For the past month, CNN has been running weekly episodes of a series called Pope: The Most Powerful Man in History. Each episode focuses on an era and lays out issues that faced the papacy at that time. On April 8, the episode was on the World War II-era popes, Pius XI (1922-1939) and Pius XII (1939 to 1958). The episode focused on the Vatican’s response to the Holocaust. I participated as a commentator.

Unfortunately, it is impossible to properly lay out and evaluate all the facts and circumstances of this era in an hour-long program (minus time allotted for commercials). My book Hitler, the War, and the Pope is over 600 pages long, and I wrote two other books on the topic just to analyze some of the issues raised by these facts. The episode did not come close.
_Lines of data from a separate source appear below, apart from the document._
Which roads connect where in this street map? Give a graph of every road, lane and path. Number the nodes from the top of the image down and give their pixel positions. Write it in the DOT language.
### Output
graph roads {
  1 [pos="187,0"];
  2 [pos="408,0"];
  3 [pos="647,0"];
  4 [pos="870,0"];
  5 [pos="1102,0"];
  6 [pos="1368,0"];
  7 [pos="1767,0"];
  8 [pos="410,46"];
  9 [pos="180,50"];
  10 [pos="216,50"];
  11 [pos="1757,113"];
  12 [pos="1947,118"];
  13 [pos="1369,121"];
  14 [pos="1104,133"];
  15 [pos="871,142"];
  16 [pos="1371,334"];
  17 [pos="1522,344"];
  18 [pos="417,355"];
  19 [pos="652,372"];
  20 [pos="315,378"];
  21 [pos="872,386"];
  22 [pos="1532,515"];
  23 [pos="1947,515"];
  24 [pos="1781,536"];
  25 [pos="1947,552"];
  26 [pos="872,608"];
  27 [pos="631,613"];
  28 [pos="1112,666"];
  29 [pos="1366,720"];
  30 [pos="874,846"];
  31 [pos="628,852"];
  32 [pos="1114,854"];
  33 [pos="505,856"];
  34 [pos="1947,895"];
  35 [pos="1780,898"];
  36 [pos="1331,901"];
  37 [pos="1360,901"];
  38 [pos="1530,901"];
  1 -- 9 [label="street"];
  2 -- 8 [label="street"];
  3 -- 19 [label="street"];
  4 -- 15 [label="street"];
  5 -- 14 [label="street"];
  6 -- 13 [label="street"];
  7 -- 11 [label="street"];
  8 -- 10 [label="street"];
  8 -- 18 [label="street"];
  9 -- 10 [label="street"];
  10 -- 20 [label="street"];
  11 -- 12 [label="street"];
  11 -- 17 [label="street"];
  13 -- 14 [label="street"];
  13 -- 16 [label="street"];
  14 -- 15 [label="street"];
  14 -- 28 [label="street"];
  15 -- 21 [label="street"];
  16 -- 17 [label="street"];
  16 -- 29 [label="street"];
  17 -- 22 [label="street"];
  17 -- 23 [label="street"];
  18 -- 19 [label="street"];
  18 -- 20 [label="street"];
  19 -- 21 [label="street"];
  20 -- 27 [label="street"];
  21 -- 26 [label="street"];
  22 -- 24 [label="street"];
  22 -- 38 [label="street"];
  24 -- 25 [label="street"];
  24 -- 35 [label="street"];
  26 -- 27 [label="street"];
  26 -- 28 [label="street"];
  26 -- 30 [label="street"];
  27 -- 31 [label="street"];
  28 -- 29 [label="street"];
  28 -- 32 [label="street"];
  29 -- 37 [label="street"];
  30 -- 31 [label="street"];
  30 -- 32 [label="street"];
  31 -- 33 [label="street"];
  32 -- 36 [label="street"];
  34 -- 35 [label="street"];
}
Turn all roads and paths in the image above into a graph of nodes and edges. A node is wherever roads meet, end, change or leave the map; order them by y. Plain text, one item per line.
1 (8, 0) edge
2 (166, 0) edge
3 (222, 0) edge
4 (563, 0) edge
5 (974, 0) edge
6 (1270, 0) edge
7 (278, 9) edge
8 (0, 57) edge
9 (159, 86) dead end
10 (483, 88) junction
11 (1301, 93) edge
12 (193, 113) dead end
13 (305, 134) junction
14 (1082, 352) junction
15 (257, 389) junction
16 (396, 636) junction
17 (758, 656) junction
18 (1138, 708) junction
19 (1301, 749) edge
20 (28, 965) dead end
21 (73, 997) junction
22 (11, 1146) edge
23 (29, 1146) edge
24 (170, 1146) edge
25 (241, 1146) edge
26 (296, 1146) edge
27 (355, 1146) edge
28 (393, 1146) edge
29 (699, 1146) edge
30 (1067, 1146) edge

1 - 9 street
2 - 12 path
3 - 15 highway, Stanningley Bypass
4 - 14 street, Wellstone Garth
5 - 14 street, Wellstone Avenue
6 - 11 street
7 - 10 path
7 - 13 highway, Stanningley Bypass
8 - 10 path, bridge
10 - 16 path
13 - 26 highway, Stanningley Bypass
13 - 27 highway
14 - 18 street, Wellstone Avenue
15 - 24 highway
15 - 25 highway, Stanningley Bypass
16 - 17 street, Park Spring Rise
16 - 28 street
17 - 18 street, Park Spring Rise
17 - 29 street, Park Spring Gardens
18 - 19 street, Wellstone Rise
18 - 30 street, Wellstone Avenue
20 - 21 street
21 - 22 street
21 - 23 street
CNN avoided the pop journalists who too often populate such debates, but even among serious scholars, there is debate and confusion. Given the time constraints, it was necessary for the producers to make cuts and avoid many details. Of course, when that happens, the tendency is to raise the controversial point, ignore the details and the nuance, and leave the viewer to assume the worst. That happened quite a bit in this episode.

One such instance related to the 1929 agreement between Italy and the Holy See, the Lateran Treaty. This agreement reconciled a difficulty that had existed since the fall of the Papal States in 1870. In it, the Vatican recognized the kingdom of Italy, received compensation for property that had been seized, and defined the rights and obligations of the Church and State. According to CNN, it also set a precedent that the Vatican would be willing to negotiate with dictators for sovereignty. That is simply not correct.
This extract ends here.